Ruling against Truth: NIFLA v. Becerra

On Tuesday, June 26, the Supreme Court ruled against women, against evidence- and science-based healthcare, and against truth. In a highly contested 5-4 vote, the justices decided in favor of the National Institute of Family and Life Advocates (NIFLA). The court said that the California Reproductive Freedom, Accountability, Comprehensive Care, and Transparency Act (the “FACT” Act) violated the First Amendment, and that NIFLA’s free speech and free exercise rights were infringed upon with this act. The FACT Act required all state-licensed clinics to provide information about a range of family planning services, including the telephone numbers of abortion providers, and to do so in thirteen languages, while requiring unlicensed clinics, including those sponsored by NIFLA, to provide the same abortion services information and declare that they were unlicensed and not true medical providers. Justice Clarence Thomas, writing on behalf of the majority, decided that the notices are a “content-based regulation of speech” and that requiring clinics that oppose abortion to give information about the procedure “alters the content” of these clinics’ speech enough to violate the First Amendment.

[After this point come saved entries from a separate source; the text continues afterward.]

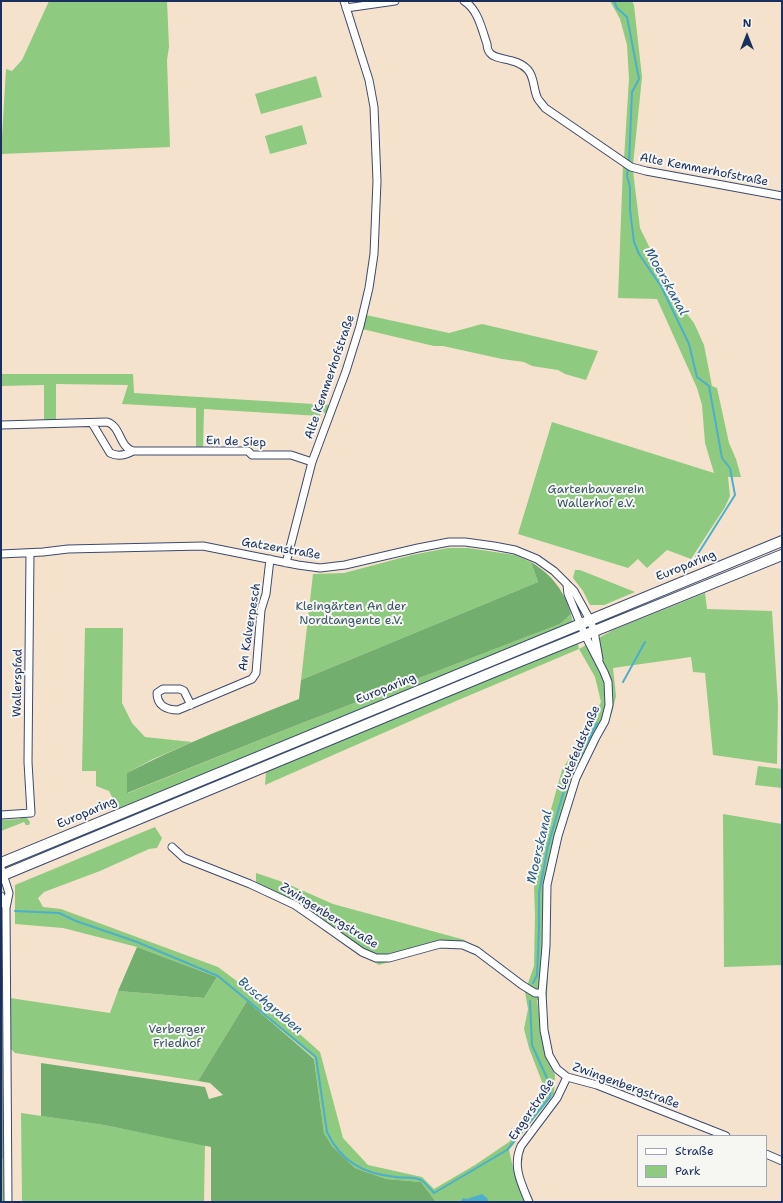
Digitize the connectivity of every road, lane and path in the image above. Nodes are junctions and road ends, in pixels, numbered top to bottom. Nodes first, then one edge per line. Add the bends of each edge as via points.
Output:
1 (395, 1) edge
2 (464, 1) edge
3 (345, 4) edge
4 (782, 196) edge
5 (92, 423) junction
6 (1, 425) edge
7 (133, 451) junction
8 (312, 462) junction
9 (782, 541) edge
10 (30, 553) junction
11 (1, 554) edge
12 (782, 555) edge
13 (270, 559) junction
14 (286, 563) junction
15 (585, 622) junction
16 (590, 633) junction
17 (190, 705) junction
18 (1, 815) edge
19 (172, 847) dead end
20 (1, 862) edge
21 (2, 873) edge
22 (1, 896) edge
23 (6, 908) junction
24 (542, 993) junction
25 (567, 1077) junction
26 (723, 1135) edge
27 (767, 1154) edge
28 (782, 1161) edge
29 (8, 1202) edge
30 (529, 1202) edge

1 - 3 street, Alte Kemmerhofstraße
2 - 4 street, Alte Kemmerhofstraße via 474,11 490,53 497,58 519,63 532,77 537,98 545,108 628,165 646,171
3 - 8 street, Alte Kemmerhofstraße via 366,68 373,102 377,181 376,224 372,272 360,326
5 - 6 street
5 - 7 street via 110,423 126,448
5 - 7 street, En de Siep via 110,453 124,455
7 - 8 street, En de Siep via 248,451 252,455 291,455
8 - 14 street, Alte Kemmerhofstraße
9 - 15 main road, Europaring
10 - 11 street, Gatzenstraße
10 - 13 street, Gatzenstraße via 68,549 193,545
10 - 18 street, Wallerspfad via 28,762 31,813
12 - 16 main road
13 - 14 street, Gatzenstraße
13 - 17 street, An Kalverpesch via 266,594 261,610 256,673 252,679
14 - 15 street, Gatzenstraße via 314,568 328,567 449,542 500,547 530,556 549,567 574,591
15 - 16 street, Gatzenstraße
15 - 20 main road, Europaring
16 - 21 main road
16 - 24 street, Leutefeldstraße via 593,651 608,682 610,705 605,722 576,778 553,852 547,885
17 - 17 street, An Kalverpesch via 184,691 180,689 163,689 157,693 159,702 170,710
19 - 24 street, Zwingenbergstraße via 184,858 295,905 356,948 376,958 389,958 440,944 464,945 522,985 536,993
21 - 23 street via 9,893
22 - 23 street
23 - 29 street
24 - 25 street, Zwingenbergstraße via 544,1030 549,1055 557,1069
25 - 26 street, Zwingenbergstraße via 596,1085
25 - 30 street, Engerstraße via 557,1098 518,1153 518,1172
27 - 28 street

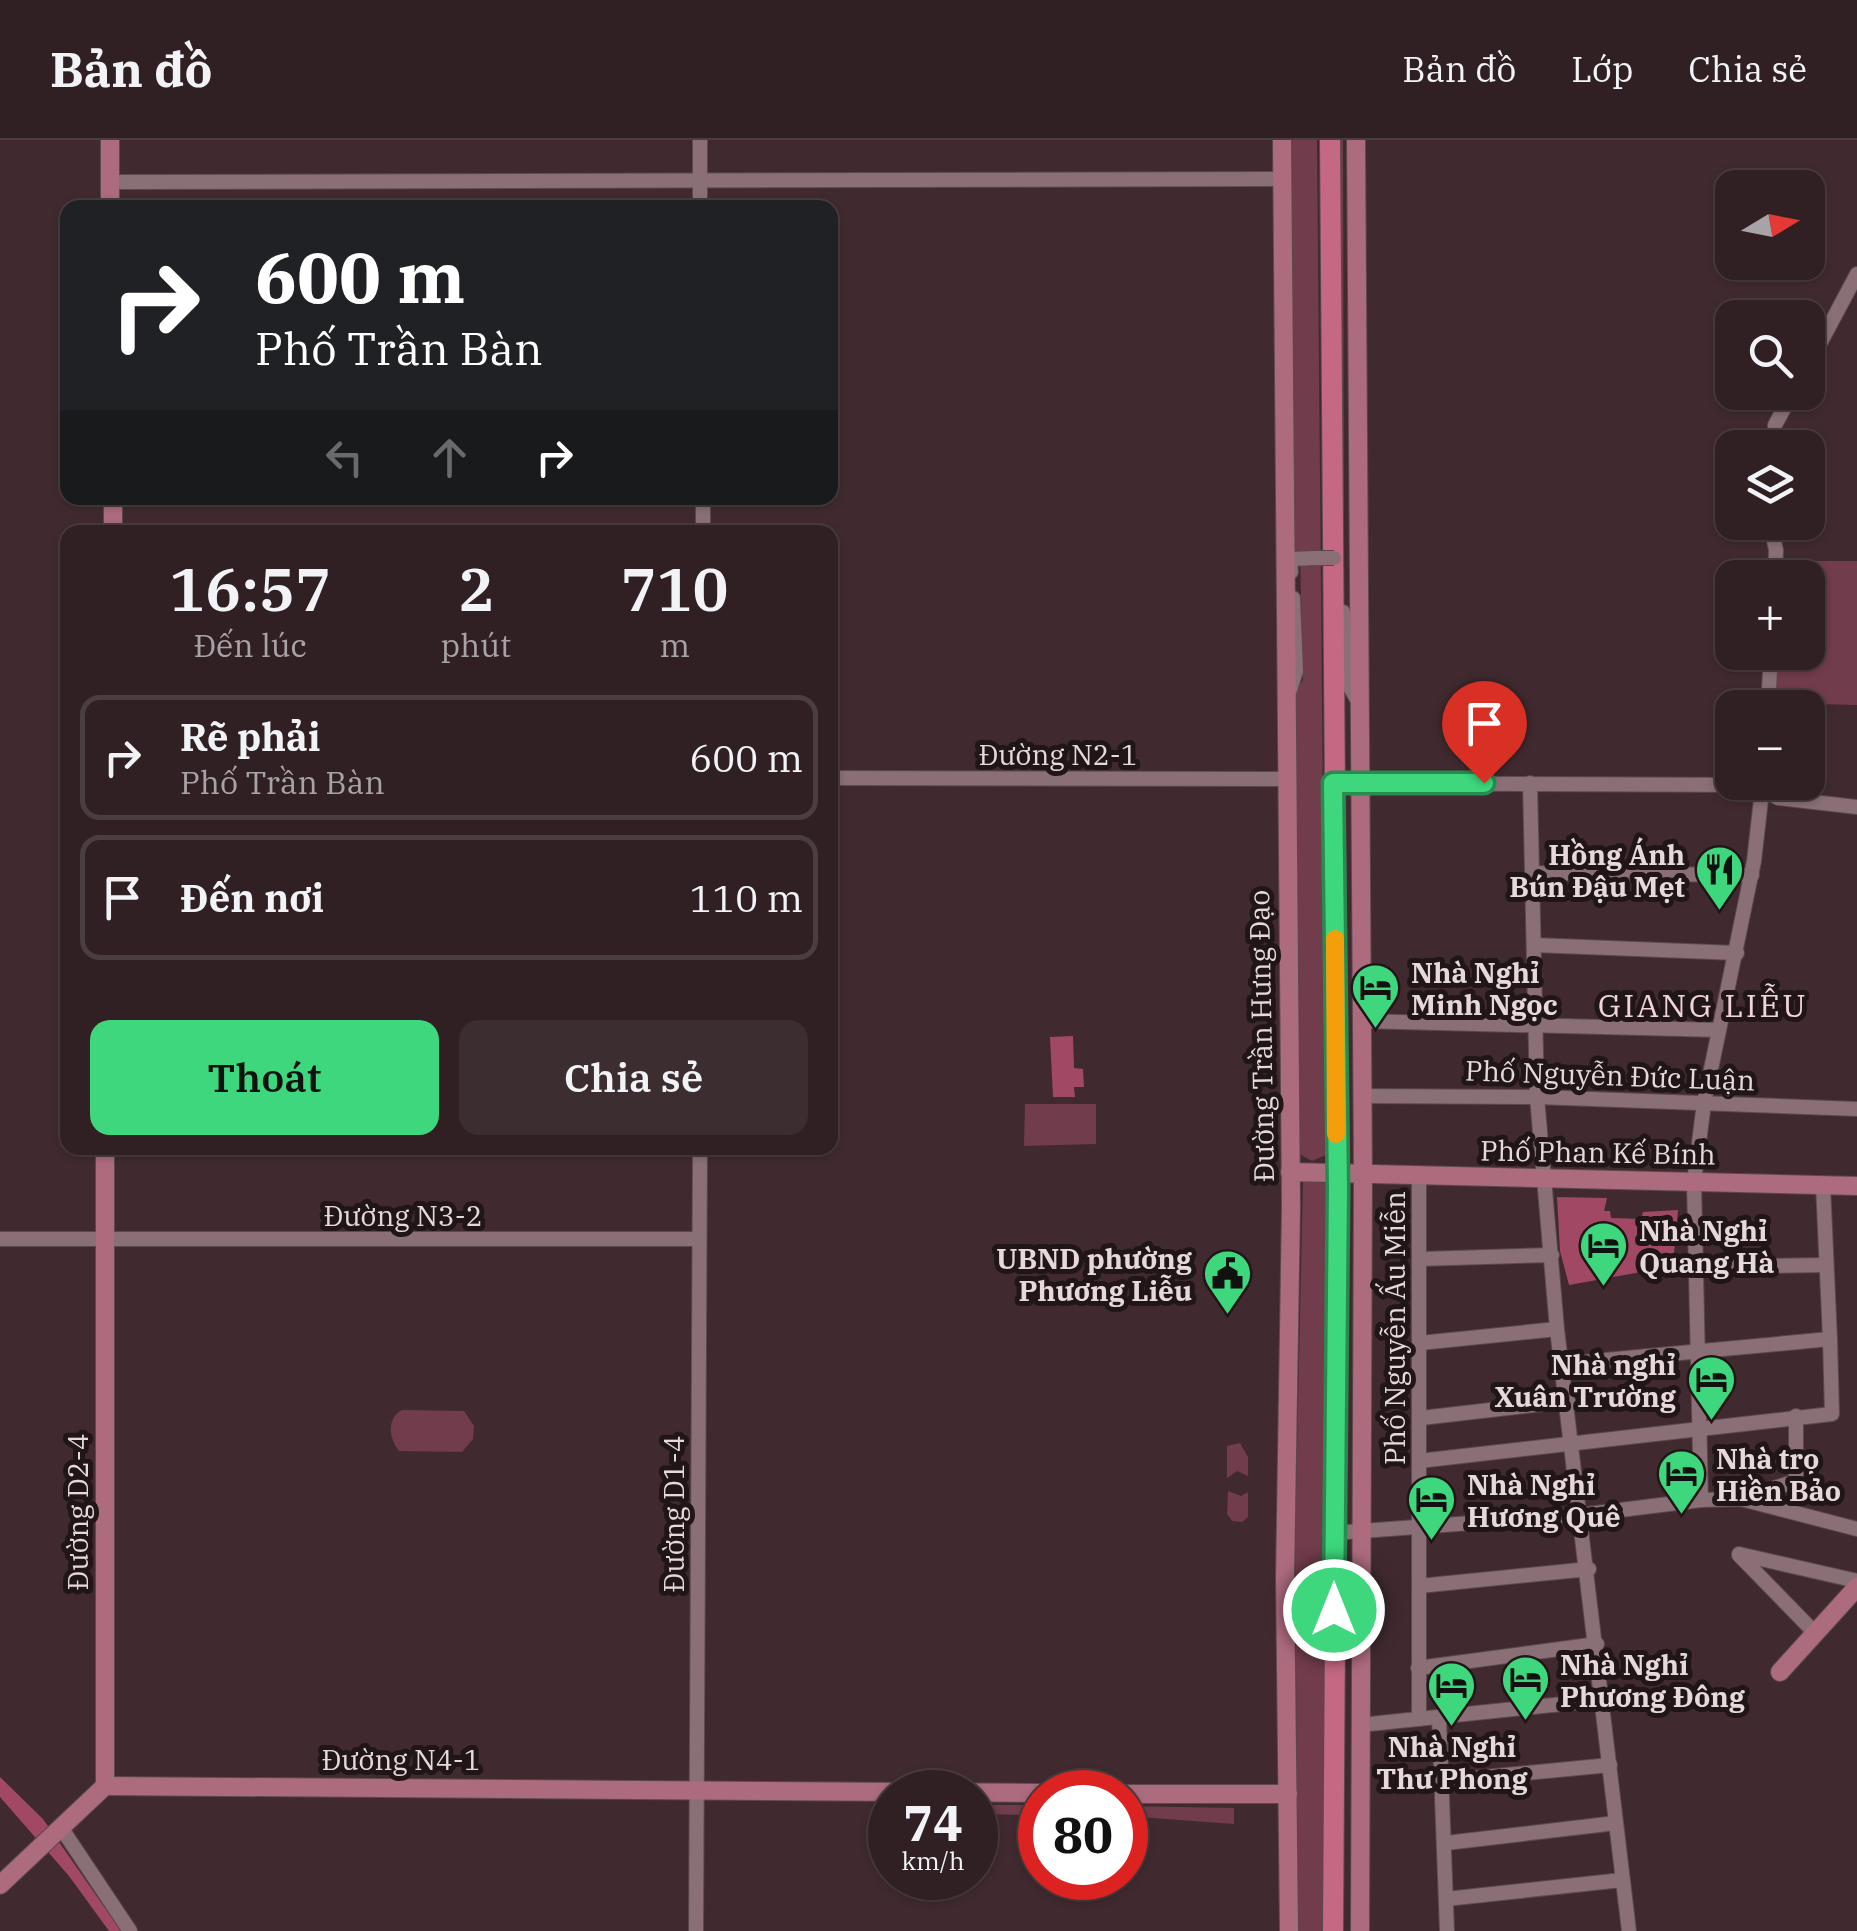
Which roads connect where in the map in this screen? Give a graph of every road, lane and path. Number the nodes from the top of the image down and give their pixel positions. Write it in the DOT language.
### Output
graph roads {
  1 [pos="110,140"];
  2 [pos="700,140"];
  3 [pos="1282,140"];
  4 [pos="1330,140"];
  5 [pos="1356,140"];
  6 [pos="1282,179"];
  7 [pos="111,182"];
  8 [pos="700,182"];
  9 [pos="110,200"];
  10 [pos="700,200"];
  11 [pos="1857,274"];
  12 [pos="1825,334"];
  13 [pos="1287,699"];
  14 [pos="1358,700"];
  15 [pos="838,778"];
  16 [pos="1286,779"];
  17 [pos="1333,783"];
  18 [pos="1358,783"];
  19 [pos="1530,783"];
  20 [pos="1715,784"];
  21 [pos="1761,800"];
  22 [pos="1785,800"];
  23 [pos="1857,807"];
  24 [pos="1532,872"];
  25 [pos="1752,875"];
  26 [pos="1534,946"];
  27 [pos="1737,953"];
  28 [pos="1360,1021"];
  29 [pos="1535,1024"];
  30 [pos="1719,1030"];
  31 [pos="1362,1096"];
  32 [pos="1537,1097"];
  33 [pos="1704,1103"];
  34 [pos="1857,1109"];
  35 [pos="105,1155"];
  36 [pos="700,1155"];
  37 [pos="1290,1172"];
  38 [pos="1337,1172"];
  39 [pos="1363,1176"];
  40 [pos="1419,1176"];
  41 [pos="1544,1178"];
  42 [pos="1694,1182"];
  43 [pos="1823,1185"];
  44 [pos="1857,1186"];
  45 [pos="106,1238"];
  46 [pos="0,1239"];
  47 [pos="699,1240"];
  48 [pos="1552,1256"];
  49 [pos="1420,1259"];
  50 [pos="1826,1265"];
  51 [pos="1698,1267"];
  52 [pos="1557,1329"];
  53 [pos="1830,1340"];
  54 [pos="1420,1343"];
  55 [pos="1698,1349"];
  56 [pos="1562,1364"];
  57 [pos="1568,1401"];
  58 [pos="1796,1416"];
  59 [pos="1421,1418"];
  60 [pos="1699,1426"];
  61 [pos="1572,1441"];
  62 [pos="1419,1461"];
  63 [pos="1701,1500"];
  64 [pos="1741,1500"];
  65 [pos="1580,1516"];
  66 [pos="1857,1529"];
  67 [pos="1420,1530"];
  68 [pos="1334,1534"];
  69 [pos="1362,1534"];
  70 [pos="1589,1569"];
  71 [pos="1419,1586"];
  72 [pos="1857,1586"];
  73 [pos="1816,1634"];
  74 [pos="1597,1644"];
  75 [pos="1418,1668"];
  76 [pos="1780,1672"];
  77 [pos="1601,1700"];
  78 [pos="1439,1717"];
  79 [pos="1419,1719"];
  80 [pos="1360,1725"];
  81 [pos="1610,1765"];
  82 [pos="1444,1782"];
  83 [pos="105,1786"];
  84 [pos="697,1789"];
  85 [pos="1018,1793"];
  86 [pos="1148,1794"];
  87 [pos="1288,1794"];
  88 [pos="1616,1823"];
  89 [pos="62,1828"];
  90 [pos="1446,1843"];
  91 [pos="1622,1880"];
  92 [pos="0,1885"];
  93 [pos="1446,1900"];
  94 [pos="130,1931"];
  95 [pos="696,1931"];
  96 [pos="1289,1931"];
  97 [pos="1332,1931"];
  98 [pos="1360,1931"];
  99 [pos="1447,1931"];
  100 [pos="1628,1931"];
  1 -- 7 [label="main road"];
  2 -- 8 [label="street"];
  3 -- 6 [label="main road, Đường Trần Hưng Đạo"];
  4 -- 17 [label="highway"];
  5 -- 14 [label="main road"];
  6 -- 8 [label="street"];
  6 -- 13 [label="main road, Đường Trần Hưng Đạo"];
  7 -- 8 [label="street"];
  7 -- 9 [label="main road"];
  8 -- 10 [label="street"];
  11 -- 12 [label="street"];
  13 -- 14 [label="street, bridge"];
  13 -- 16 [label="main road, Đường Trần Hưng Đạo"];
  14 -- 18 [label="main road"];
  15 -- 16 [label="street, Đường N2-1"];
  16 -- 37 [label="main road, Đường Trần Hưng Đạo"];
  17 -- 18 [label="street"];
  17 -- 38 [label="highway"];
  18 -- 19 [label="street"];
  18 -- 28 [label="main road"];
  19 -- 20 [label="street"];
  19 -- 24 [label="street"];
  21 -- 25 [label="street"];
  22 -- 23 [label="street"];
  24 -- 25 [label="street"];
  24 -- 26 [label="street"];
  25 -- 27 [label="street"];
  26 -- 27 [label="street"];
  26 -- 29 [label="street"];
  27 -- 30 [label="street"];
  28 -- 29 [label="street"];
  28 -- 31 [label="main road"];
  29 -- 30 [label="street"];
  29 -- 32 [label="street"];
  30 -- 33 [label="street"];
  31 -- 32 [label="street, Phố Nguyễn Đức Luận"];
  31 -- 39 [label="main road"];
  32 -- 33 [label="street, Phố Nguyễn Đức Luận"];
  32 -- 41 [label="street"];
  33 -- 34 [label="street, Phố Nguyễn Đức Luận"];
  33 -- 42 [label="street"];
  35 -- 45 [label="main road, Đường D2-4"];
  36 -- 47 [label="street, Đường D1-4"];
  37 -- 38 [label="main road, Phố Phan Kế Bính"];
  37 -- 87 [label="main road, Đường Trần Hưng Đạo"];
  38 -- 39 [label="main road, Phố Phan Kế Bính"];
  38 -- 68 [label="highway"];
  39 -- 40 [label="main road, Phố Phan Kế Bính"];
  39 -- 69 [label="main road"];
  40 -- 41 [label="main road, Phố Phan Kế Bính"];
  40 -- 49 [label="street, Phố Nguyễn Ấu Miễn"];
  41 -- 42 [label="main road, Phố Phan Kế Bính"];
  41 -- 48 [label="street"];
  42 -- 43 [label="main road, Phố Phan Kế Bính"];
  42 -- 51 [label="street"];
  43 -- 44 [label="main road, Phố Phan Kế Bính"];
  43 -- 50 [label="street"];
  45 -- 46 [label="street, Đường N3-2"];
  45 -- 47 [label="street, Đường N3-2"];
  45 -- 83 [label="main road, Đường D2-4"];
  47 -- 84 [label="street, Đường D1-4"];
  48 -- 49 [label="street"];
  48 -- 52 [label="street"];
  49 -- 54 [label="street, Phố Nguyễn Ấu Miễn"];
  50 -- 51 [label="street"];
  50 -- 53 [label="street"];
  51 -- 55 [label="street"];
  52 -- 54 [label="street"];
  52 -- 56 [label="street"];
  53 -- 55 [label="street"];
  53 -- 58 [label="street"];
  54 -- 59 [label="street, Phố Nguyễn Ấu Miễn"];
  55 -- 56 [label="street"];
  55 -- 60 [label="street"];
  56 -- 57 [label="street"];
  57 -- 59 [label="street"];
  57 -- 61 [label="street"];
  58 -- 60 [label="street"];
  58 -- 64 [label="street"];
  59 -- 62 [label="street, Phố Nguyễn Ấu Miễn"];
  60 -- 61 [label="street"];
  60 -- 63 [label="street"];
  61 -- 62 [label="street"];
  61 -- 65 [label="street"];
  62 -- 67 [label="street, Phố Nguyễn Ấu Miễn"];
  63 -- 64 [label="street"];
  63 -- 65 [label="street"];
  64 -- 66 [label="street"];
  65 -- 67 [label="street"];
  65 -- 70 [label="street"];
  67 -- 69 [label="street"];
  67 -- 71 [label="street, Phố Nguyễn Ấu Miễn"];
  68 -- 69 [label="street"];
  68 -- 97 [label="highway"];
  69 -- 80 [label="main road"];
  70 -- 71 [label="street"];
  70 -- 74 [label="street"];
  71 -- 75 [label="street, Phố Nguyễn Ấu Miễn"];
  72 -- 73 [label="main road"];
  72 -- 73 [label="street"];
  73 -- 76 [label="main road"];
  74 -- 75 [label="street"];
  74 -- 77 [label="street"];
  75 -- 79 [label="street, Phố Nguyễn Ấu Miễn"];
  77 -- 78 [label="street"];
  77 -- 81 [label="street"];
  78 -- 79 [label="street"];
  78 -- 82 [label="street"];
  79 -- 80 [label="street"];
  80 -- 98 [label="main road"];
  81 -- 82 [label="street"];
  81 -- 88 [label="street"];
  82 -- 90 [label="street"];
  83 -- 84 [label="main road, Đường N4-1"];
  83 -- 89 [label="main road"];
  84 -- 85 [label="main road, Đường N4-1"];
  84 -- 95 [label="street, Đường D1-4"];
  86 -- 87 [label="main road"];
  87 -- 96 [label="main road, Đường Trần Hưng Đạo"];
  88 -- 90 [label="street"];
  88 -- 91 [label="street"];
  89 -- 92 [label="main road"];
  89 -- 94 [label="street"];
  90 -- 93 [label="street"];
  91 -- 93 [label="street"];
  91 -- 100 [label="street"];
  93 -- 99 [label="street"];
}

The clinics supported by NIFLA are commonly called crisis pregnancy centers and are almost always run by “pro-life” religious groups. These centers routinely target low-income women, shaming, pressuring, and misleading them into carrying their fetuses to full term. CPCs pretend to offer the “full range” of family planning services and appear to be an attractive alternative to state-sponsored family planning services for women who are unexpectedly pregnant but are maybe unsure about getting an abortion. However, what crisis pregnancy centers don’t tell the women they claim to serve is that they’re often not licensed and not staffed by real, credentialed medical doctors. Furthermore, as part of their “religious mission” against abortion, these CPCs often spread lies that abortion causes breast cancer or that women who have abortions will never be able to conceive again. They play with vulnerable women’s emotions by showing them ultrasounds of their fetuses, asking if they want to hear the fetus’s heartbeat, telling them the sex of the fetus when the women have not asked for it, and going so far as to flat-out lie to their clients about how far along they are in their pregnancies, falsely pushing the date back so that when women go back to these CPCs or a true medical doctor for follow-up appointments, they’re too far along to legally get an abortion. No wonder California enacted the FACT Act.

Ironically, the CPCs won their argument on free speech grounds. California argued that it could require medical centers to provide abortion information as a form of “professional speech,” a category that allows states to require doctors and medical professionals to disclose other ethical and legal information. However, Justices Thomas and Kennedy disagreed. They thought the state was unfairly targeting these fake clinics “on the basis of their religious beliefs.” But it seems to me as though the religious beliefs of CPC donors and staff interfere with the state’s ability to safeguard public health.

To best protect public health, the state has a duty to make sure its constituents are as informed as possible. This includes providing information that may make certain religious adherents uncomfortable. But the state can do that because the First Amendment also states that “Congress shall make no law respecting the establishment of religion.” However, by ruling that CPCs can take religiously motivated actions and not disclose certain essential health facts because it would violate their freedom of expression according to their religious beliefs, it seems like the Supreme Court is giving Congress free rein to “respect the establishment of religion.” In his concurring opinion, Kennedy wrote that the FACT Act “is a paradigmatic example of the serious threat presented when government seeks to impose its own message in the place of individual speech, thought, and expression.” But by being allowed to operate and use their religious beliefs to restrict women’s access to information, the government is instead letting NIFLA “impose its own message in the place of individual speech, thought, and expression.”

Although this case was framed as a free speech case, it’s also an Establishment Clause case, and therefore a humanist case. By letting so-called “medical professionals” use their religious beliefs to obstruct the advancement of public health, the Supreme Court has knocked down quite a few bricks of the now-shaky wall between church and state. Regardless of your feelings about abortion, we humanists have a responsibility to ensure that people’s personal religious beliefs do not affect the proper functioning of the state. Therefore we must fight back against these CPCs and make sure religious advocacy doesn’t prevent women from getting the information they need to make the best decisions possible for their bodies and their lives.